Upgrading#

Upgrading Pegasus is currently a manual process though there are plans to improve it in the future.

New projects are recommended to use the branch-based approach. Older projects can use the patch-based approach.

The upgrade process can also be used when changing any Pegasus configuration variables.

Using patches (if you can’t use branches)#

You can also follow a similar process to the above using Git patches. Patches do not require working in the same repository or having a previously created branch.

At a high level you will:

  1. Create a patch file containing the changes in the upgrade.

  2. Apply the patch to your app.

Here we’ll walk through the steps in more detail.

1. Creating the patch file#

Follow these steps to create your patch file:

  1. Download a “clean” version of your Pegasus project on your current version, and commit it to a git branch or repository.

  2. Upgrade your Pegasus version (or change your configuration), and download the new codebase.

  3. Copy your .git directory from your “clean” project in step 1 into your new project in step 2. E.g. cp -r path/to/yourapp/.git path/to/newapp/.

  4. In your new project directory, commit all of the changes in a single commit.

  5. Create a patchfile for the commit using git-format-patch. The recommended command to run is git format-patch -1 HEAD.

You should now see a file in your repository root with a name like 0001-branch-details.patch. This is your patch file.

2. Applying the patch file#

Now return to your main branch in your application’s repository.

First, use git-apply to apply the patch. The recommended command to run is:

git apply --ignore-space-change --ignore-whitespace --reject /path/to/<patchname>.patch

substituting the path/name of the patchfile created above.

This command will do a best-effort application of the patch.

For each affected file:

  1. If updates could be applied cleanly, the file will be updated with the contents of the applied patch.
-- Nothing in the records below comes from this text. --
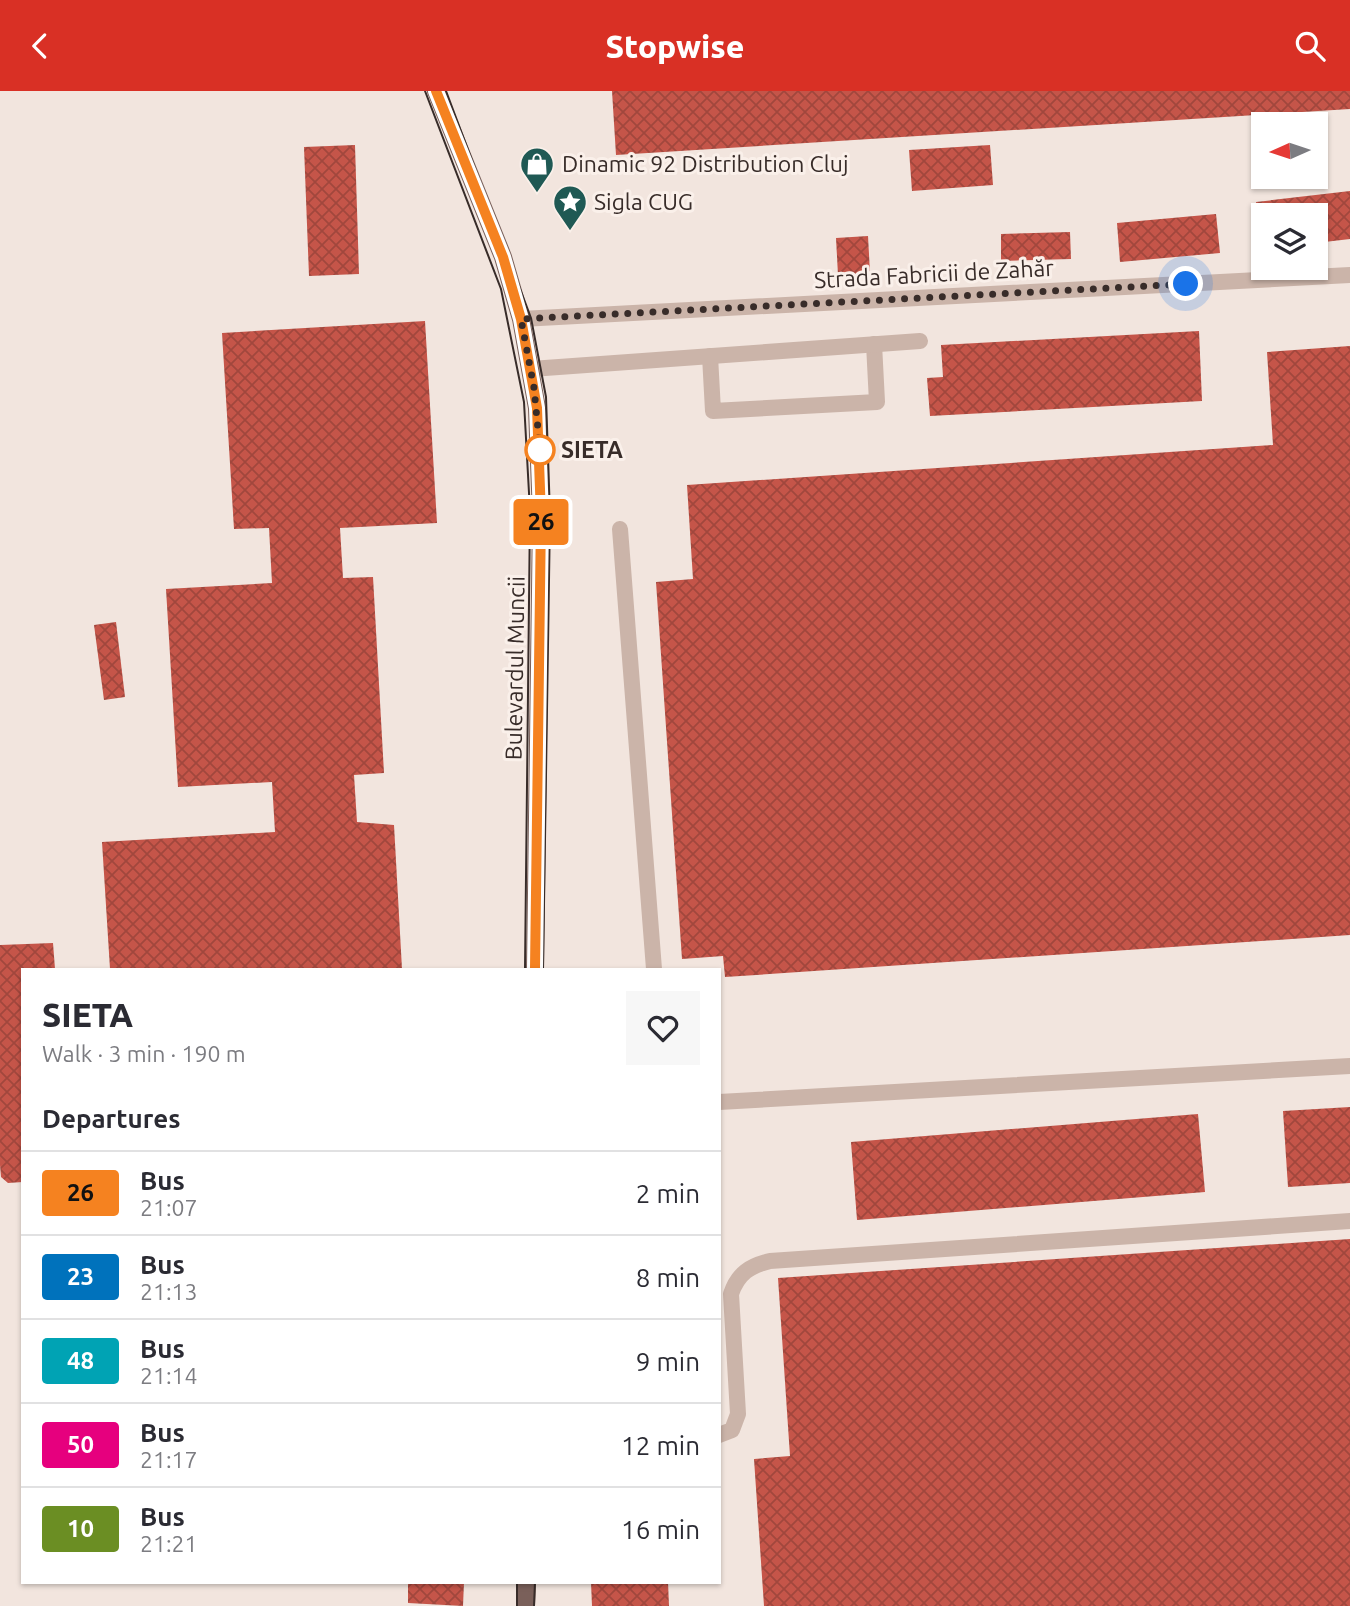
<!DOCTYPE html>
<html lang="en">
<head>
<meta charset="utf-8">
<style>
  body { margin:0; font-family:Ubuntu,sans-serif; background:#f7f7f7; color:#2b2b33; height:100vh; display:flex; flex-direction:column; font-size:26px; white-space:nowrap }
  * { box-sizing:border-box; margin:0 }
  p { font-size:23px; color:#7c7c81 }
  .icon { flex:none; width:38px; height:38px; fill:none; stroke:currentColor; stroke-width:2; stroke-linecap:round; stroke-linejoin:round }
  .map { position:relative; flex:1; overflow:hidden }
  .side { position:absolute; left:21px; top:877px; width:700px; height:616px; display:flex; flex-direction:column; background:#fff; border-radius:0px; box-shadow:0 2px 5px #0004 }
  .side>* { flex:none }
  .badge { padding:0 14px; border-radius:5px; font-size:24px; line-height:46px }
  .needle { width:46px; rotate:267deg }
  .fabs { position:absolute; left:1251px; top:21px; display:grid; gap:14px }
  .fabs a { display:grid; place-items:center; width:77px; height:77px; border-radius:0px; background:#fff; box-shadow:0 2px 5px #0004; font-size:35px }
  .you { position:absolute; width:35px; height:35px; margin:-18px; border:5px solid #fff; border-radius:50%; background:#1a73e8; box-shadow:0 0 0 10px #1a73e833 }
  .map>.badge { position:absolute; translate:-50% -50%; box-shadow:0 0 0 4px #fff }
  h2 { padding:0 21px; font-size:26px; line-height:63px }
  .round { display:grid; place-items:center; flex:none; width:74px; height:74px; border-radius:0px; background:#f7f7f7 }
  .summary { display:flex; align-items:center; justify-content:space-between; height:119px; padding:0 21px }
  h1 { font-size:33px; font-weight:800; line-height:52px }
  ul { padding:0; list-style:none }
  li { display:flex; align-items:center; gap:21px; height:84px; padding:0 21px; border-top:2px solid #e1e1e2 }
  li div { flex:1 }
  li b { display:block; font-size:26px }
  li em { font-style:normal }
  li .badge { min-width:77px; font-weight:700; text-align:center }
  header { display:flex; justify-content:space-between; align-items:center; height:91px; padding:0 21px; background:#d93025; color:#fff; font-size:32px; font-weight:800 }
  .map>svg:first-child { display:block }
</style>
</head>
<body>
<header><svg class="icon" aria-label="back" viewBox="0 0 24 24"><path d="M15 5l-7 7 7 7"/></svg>Stopwise<svg class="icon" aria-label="search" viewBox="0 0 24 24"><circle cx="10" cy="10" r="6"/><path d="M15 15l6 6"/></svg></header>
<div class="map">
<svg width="1350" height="1515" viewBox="0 0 1350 1515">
  <defs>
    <pattern id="building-cross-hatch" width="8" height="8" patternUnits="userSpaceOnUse" patternTransform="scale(1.75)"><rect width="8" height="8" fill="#c55549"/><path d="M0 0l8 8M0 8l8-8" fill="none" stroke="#a1473d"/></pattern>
  </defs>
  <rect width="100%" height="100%" fill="#f2e5de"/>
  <g fill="url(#building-cross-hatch)">
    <polygon points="612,0 1350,0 1350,18 616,64"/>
    <polygon points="355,54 359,183 309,185 304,56"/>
    <polygon points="990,54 993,94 912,100 909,59"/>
    <polygon points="1350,100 1350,148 1316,152 1316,124 1264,124 1262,159 1256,111"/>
    <polygon points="1216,123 1220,162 1120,171 1117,132"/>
    <polygon points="1070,141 1071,168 1001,170 1001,143"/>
    <polygon points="868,145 870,182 838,184 836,147"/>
    <polygon points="425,230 437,432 340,437 343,487 373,486 384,682 354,684 357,731 394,734 402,878 110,878 102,751 275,741 272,691 178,696 166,498 272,492 269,437 234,438 222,242"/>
    <polygon points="1199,240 1202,310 930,325 927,287 943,286 941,254"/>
    <polygon points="1350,255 1350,844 725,886 723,865 682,868 656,491 693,488 687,394 1273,354 1267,261"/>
    <polygon points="116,531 125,606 104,609 94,534"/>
    <polygon points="53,852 55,878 23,878 23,1091 8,1092 1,1086 0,1074 0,854"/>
    <polygon points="1350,1016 1350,1092 1288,1096 1283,1020"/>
    <polygon points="1198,1023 1205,1101 857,1129 851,1051"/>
    <polygon points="1350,1148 1350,1515 764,1515 754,1368 790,1365 778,1187"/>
    <polygon points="408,1491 464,1491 463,1515 408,1512"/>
    <polygon points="591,1491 668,1491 669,1515 592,1515"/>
  </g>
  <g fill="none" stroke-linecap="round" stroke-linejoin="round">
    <g stroke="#cbb4a9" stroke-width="16">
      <polyline points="521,228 1350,184"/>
      <polyline points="710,265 713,320 877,311 874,253"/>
      <polyline points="531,278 920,250"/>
      <polyline points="620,438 654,878"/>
      <polyline points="719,1011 1350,975"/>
      <path d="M719,1344L732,1339L738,1323L731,1203C738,1182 750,1175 770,1170L1350,1130"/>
    </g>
    <g stroke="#7a605a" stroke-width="18">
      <polyline points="436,0 503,166 521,228 537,317 541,425 535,878"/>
      <polyline points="526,1515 527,1491"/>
    </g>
    <g stroke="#382c29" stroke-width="2">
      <polyline points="425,0 501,198 524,311 530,420 525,878"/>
      <polyline points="446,0 531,227 546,306 550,424 543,878"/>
      <polyline points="517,1515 517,1491"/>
      <polyline points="534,1515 535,1491"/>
    </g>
  </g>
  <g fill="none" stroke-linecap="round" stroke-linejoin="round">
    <g stroke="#fff" stroke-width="16">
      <polyline id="line" points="436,0 503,166 521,228 537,317 541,425 535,878"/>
    </g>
    <use href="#line" stroke="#f58220" stroke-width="10"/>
    <polyline stroke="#382c29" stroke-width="7" stroke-dasharray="0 12.6" points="540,359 534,297 521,228 1186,193"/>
  </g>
  <defs>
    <g id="shop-pin" transform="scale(1.75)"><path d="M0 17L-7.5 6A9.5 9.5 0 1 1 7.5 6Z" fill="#1f5954" stroke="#faf0ea"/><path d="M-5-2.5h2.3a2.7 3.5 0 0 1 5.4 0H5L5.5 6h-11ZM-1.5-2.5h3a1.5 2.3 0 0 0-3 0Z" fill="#fff"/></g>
    <g id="sight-pin" transform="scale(1.75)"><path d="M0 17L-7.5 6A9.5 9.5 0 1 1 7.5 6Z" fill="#1f5954" stroke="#faf0ea"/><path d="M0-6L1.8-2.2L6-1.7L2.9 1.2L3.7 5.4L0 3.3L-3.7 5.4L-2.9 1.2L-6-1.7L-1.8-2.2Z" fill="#fff"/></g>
  </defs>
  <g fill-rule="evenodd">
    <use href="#shop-pin" x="537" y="73"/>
    <use href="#sight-pin" x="570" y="111"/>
  </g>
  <circle fill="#fff" stroke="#f58220" stroke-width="3.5" cx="540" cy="359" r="14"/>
  <g text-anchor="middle" stroke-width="6" stroke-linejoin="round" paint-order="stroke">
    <g font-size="23" fill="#382c29" stroke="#faf0ea" text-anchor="start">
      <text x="562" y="81">Dinamic 92 Distribution Cluj</text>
      <text x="594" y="119">Sigla CUG</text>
    </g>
    <g font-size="23" fill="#382c29" stroke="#faf0ea">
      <text transform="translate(934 183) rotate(-3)" y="8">Strada Fabricii de Zahăr</text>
      <text transform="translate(515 577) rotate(-89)" y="8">Bulevardul Muncii</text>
    </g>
    <g font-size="23" font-weight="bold" fill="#382c29" stroke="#faf0ea" text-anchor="start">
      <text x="561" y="367">SIETA</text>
    </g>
  </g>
</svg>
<div class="fabs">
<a><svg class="needle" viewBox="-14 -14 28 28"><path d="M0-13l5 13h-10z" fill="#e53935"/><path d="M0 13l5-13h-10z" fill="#7c7c81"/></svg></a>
<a><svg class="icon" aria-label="layers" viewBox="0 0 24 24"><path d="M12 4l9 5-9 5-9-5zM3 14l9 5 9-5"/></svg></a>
</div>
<div class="you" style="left:1186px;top:193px"></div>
<b class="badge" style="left:541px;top:431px;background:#f58220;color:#111">26</b>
<section class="side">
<div class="summary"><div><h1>SIETA</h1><p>Walk · 3 min · 190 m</p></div><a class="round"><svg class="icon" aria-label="heart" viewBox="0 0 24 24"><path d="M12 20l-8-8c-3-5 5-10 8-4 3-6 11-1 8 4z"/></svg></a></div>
<h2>Departures</h2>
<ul>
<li><span class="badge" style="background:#f58220;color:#111">26</span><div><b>Bus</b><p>21:07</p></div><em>2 min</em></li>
<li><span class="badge" style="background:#0072bc;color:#fff">23</span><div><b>Bus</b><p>21:13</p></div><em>8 min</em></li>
<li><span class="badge" style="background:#00a3b4;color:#fff">48</span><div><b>Bus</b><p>21:14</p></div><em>9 min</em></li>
<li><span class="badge" style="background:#e6007e;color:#fff">50</span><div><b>Bus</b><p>21:17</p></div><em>12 min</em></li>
<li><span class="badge" style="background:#6b8e23;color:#fff">10</span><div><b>Bus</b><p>21:21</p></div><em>16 min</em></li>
</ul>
</section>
</div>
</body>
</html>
  2. If updates could not be applied cleanly, a new diff file called <filename>.rej will be created, showing the diff that could not be applied.

If the file was partially updated then the file will be modified and the remaining changes will be visible in the <filename>.rej file.
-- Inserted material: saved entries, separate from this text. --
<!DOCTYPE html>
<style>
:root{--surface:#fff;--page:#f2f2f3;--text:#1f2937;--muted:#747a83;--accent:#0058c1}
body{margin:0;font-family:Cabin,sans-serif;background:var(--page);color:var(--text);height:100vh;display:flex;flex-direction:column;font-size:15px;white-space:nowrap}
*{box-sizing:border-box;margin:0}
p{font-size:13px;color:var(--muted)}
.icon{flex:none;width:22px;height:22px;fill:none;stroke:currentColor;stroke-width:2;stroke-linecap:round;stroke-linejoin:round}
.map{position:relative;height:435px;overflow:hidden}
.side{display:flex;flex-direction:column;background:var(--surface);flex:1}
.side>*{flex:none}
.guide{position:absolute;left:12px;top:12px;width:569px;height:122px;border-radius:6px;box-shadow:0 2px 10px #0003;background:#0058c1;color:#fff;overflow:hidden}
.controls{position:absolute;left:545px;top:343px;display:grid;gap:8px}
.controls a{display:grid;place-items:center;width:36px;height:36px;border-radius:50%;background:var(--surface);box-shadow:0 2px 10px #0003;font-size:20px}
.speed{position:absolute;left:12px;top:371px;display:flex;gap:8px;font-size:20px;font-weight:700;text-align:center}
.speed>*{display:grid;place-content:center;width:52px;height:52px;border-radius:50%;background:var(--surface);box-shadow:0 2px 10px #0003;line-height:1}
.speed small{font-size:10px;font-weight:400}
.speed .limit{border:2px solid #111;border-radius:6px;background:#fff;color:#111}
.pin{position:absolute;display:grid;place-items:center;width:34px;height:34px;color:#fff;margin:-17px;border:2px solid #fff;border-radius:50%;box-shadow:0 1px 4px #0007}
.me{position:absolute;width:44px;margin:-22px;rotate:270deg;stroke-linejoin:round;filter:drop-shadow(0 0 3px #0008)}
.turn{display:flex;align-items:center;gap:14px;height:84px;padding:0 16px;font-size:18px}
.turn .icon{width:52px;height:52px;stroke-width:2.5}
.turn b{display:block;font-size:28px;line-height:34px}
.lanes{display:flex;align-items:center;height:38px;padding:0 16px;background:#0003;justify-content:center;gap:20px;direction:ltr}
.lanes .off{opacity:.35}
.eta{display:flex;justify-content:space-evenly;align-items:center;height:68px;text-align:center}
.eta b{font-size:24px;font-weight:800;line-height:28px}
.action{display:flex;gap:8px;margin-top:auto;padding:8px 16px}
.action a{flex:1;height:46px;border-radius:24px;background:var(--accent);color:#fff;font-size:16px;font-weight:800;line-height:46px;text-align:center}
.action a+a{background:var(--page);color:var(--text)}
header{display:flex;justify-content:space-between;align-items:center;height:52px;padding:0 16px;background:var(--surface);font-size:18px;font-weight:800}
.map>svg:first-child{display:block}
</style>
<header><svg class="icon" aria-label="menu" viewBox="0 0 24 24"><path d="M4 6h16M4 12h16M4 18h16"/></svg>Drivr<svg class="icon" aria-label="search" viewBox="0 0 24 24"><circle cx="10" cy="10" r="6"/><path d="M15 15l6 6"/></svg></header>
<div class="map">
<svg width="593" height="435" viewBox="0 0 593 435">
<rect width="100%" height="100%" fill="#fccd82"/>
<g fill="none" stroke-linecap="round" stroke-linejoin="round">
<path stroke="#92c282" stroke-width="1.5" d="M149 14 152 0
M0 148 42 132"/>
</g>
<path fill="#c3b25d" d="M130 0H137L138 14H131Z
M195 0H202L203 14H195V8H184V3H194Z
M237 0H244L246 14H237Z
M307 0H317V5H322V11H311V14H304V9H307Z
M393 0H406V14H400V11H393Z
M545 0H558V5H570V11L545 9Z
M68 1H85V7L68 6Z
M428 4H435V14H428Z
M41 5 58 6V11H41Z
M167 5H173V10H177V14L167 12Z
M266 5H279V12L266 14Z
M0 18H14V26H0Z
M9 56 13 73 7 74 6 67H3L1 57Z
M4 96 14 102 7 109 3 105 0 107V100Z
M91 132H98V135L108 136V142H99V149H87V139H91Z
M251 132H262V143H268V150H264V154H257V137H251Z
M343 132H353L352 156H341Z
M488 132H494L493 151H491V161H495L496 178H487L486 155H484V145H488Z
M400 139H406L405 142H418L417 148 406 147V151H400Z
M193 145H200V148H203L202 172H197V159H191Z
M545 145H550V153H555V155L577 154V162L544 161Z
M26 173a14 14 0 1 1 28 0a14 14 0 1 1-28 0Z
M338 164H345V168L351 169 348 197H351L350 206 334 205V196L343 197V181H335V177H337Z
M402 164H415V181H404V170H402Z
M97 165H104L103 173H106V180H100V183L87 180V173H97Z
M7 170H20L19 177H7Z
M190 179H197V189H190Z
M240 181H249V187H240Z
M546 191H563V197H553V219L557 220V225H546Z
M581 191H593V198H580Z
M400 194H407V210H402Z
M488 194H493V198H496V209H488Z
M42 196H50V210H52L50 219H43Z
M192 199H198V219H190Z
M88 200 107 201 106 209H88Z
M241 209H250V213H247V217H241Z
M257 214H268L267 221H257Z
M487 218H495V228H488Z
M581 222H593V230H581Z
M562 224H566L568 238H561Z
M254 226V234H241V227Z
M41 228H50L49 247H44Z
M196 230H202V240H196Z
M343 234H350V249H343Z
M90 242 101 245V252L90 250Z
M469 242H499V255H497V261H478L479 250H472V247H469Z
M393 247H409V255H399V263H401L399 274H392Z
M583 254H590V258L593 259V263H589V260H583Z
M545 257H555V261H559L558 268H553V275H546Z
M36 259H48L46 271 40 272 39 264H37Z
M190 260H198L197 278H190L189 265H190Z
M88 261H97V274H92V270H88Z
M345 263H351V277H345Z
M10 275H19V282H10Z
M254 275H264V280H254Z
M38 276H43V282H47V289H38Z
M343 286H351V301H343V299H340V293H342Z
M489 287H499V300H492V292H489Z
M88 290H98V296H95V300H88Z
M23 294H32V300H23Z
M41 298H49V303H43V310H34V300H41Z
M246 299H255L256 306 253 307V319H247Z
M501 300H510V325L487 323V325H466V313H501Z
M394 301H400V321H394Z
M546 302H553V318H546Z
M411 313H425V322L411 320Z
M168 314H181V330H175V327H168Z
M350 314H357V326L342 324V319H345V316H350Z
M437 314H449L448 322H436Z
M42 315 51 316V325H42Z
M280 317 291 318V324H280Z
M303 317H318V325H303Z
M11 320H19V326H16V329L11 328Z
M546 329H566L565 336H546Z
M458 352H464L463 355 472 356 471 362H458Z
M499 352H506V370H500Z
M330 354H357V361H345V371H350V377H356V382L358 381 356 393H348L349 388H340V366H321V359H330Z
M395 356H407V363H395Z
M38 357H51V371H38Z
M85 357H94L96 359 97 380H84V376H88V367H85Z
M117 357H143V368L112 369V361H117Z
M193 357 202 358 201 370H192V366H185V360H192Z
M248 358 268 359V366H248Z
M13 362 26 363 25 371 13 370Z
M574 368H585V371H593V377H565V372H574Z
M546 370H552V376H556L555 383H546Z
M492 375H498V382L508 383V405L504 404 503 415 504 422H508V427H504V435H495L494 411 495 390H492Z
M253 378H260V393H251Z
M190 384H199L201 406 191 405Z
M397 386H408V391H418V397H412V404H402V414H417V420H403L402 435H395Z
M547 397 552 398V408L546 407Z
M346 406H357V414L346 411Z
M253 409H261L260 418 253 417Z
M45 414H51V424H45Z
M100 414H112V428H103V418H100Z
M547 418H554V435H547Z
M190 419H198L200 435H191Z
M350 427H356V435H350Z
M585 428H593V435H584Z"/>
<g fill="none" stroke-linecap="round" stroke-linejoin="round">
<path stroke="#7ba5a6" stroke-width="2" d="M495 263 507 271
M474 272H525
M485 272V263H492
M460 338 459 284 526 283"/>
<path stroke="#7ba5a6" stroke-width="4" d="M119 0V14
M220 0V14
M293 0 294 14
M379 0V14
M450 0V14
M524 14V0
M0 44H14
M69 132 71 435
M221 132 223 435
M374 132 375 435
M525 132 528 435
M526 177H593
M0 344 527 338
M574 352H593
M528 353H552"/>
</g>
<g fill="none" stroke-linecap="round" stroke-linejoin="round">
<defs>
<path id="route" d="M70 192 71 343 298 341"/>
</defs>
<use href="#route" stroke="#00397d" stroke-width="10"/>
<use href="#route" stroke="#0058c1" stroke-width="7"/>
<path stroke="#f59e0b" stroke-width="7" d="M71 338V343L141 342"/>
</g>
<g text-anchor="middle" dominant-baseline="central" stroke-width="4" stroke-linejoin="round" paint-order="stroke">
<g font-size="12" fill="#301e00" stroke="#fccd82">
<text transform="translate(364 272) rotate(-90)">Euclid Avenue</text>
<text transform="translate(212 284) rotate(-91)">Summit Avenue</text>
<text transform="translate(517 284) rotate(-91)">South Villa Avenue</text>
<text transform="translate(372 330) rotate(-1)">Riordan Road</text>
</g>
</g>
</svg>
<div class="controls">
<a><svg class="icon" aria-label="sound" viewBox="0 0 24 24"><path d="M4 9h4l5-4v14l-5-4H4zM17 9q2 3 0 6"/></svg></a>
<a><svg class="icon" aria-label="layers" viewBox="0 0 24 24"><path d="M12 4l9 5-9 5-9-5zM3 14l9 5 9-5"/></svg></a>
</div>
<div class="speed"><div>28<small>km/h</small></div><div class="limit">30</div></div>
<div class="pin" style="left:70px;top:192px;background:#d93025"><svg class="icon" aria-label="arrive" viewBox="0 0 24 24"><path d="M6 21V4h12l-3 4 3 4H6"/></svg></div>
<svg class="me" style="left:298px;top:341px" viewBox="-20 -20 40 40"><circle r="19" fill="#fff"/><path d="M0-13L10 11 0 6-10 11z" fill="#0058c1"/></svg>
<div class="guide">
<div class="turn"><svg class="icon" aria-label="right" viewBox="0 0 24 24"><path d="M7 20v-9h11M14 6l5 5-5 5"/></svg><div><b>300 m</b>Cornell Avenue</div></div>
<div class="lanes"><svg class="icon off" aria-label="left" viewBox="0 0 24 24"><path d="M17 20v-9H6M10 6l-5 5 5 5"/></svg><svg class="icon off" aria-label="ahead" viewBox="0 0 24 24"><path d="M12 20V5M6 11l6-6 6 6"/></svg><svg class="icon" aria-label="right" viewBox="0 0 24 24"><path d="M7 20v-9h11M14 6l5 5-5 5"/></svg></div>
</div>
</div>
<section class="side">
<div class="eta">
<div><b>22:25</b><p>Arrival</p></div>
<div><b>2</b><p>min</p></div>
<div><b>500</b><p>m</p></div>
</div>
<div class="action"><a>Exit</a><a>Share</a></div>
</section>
The last step of the upgrade process is to go through each file and:

  1. If the file has been modified, look at the modifications, see if you want them, and commit/reject them as necessary.

  2. If the file has a <filename>.rej file, look at the proposed diff and see if you want to manually apply it, or ignore it.

After you have merged all changes to a file, you should delete the <filename>.rej file.

To understand the format of the <filename>.rej files, take a look at the unified diff format. Basically changes will look like the below, with a line starting with a minus sign, indicating a removal, and a plus sign indicating an addition.

In this example, the type annotations were added to the function signature:

-def is_member(user, team):
+def is_member(user: CustomUser, team: apps.teams.models.Team) -> bool:

Other notes#

After upgrading you may also need to reinstall requirements (pip install -r requirements.txt), npm packages (npm install), etc. depending on what has changed.

You will also need to rebuild your front end if you’ve made any changes there (npm run dev or npm run build)

If you are using docker you can use the ‘upgrade’ make target to do this:

make upgrade

This will rebuild the Docker images and create and run any database migrations that are needed. Note: your web container needs to be running when you run this or it will fail.

If you don’t have a “pure” Pegasus branch#

In some cases you may not have a “clean” Pegasus branch. This could happen if you did substantial development before your first commit, merged Pegasus into another project, or did several upgrades.

In this case you can fake a pure Pegasus branch by taking the following steps. Note: this process destroys git blame for most of your project.

  1. Save your current code (from the “main” branch).

  2. Make a new branch (e.g. called “pure-pegasus”)

  3. Download your codebase from saaspegasus.com on the last release your project used/upgraded to.

  4. Put the unmodified download of Pegasus 2022.3 onto that branch, without any of your own code. The easiest way to do that is to copy the .git folder into your downloaded project and immediately commit the result. This will “brutally” overwrite all your customizations in your git history. Note this commit id.

  5. Then repeat this process, but instead, do the reverse. Copy the .git folder from the Pegasus download back into your (unmodified) copy of the main code and again commit the result. This will create a single commit containing all customizations you’ve made to your project.

  6. Review this code and merge it back into main. If you did everything correctly you should have two huge commits but the pull request will contain no changes.

After this process git will believe that the pure pegasus code is fully merged to main. You can then use the commit id you noted in step 4 as the starting point for your upgrade (step 1), and jump to step 2 above.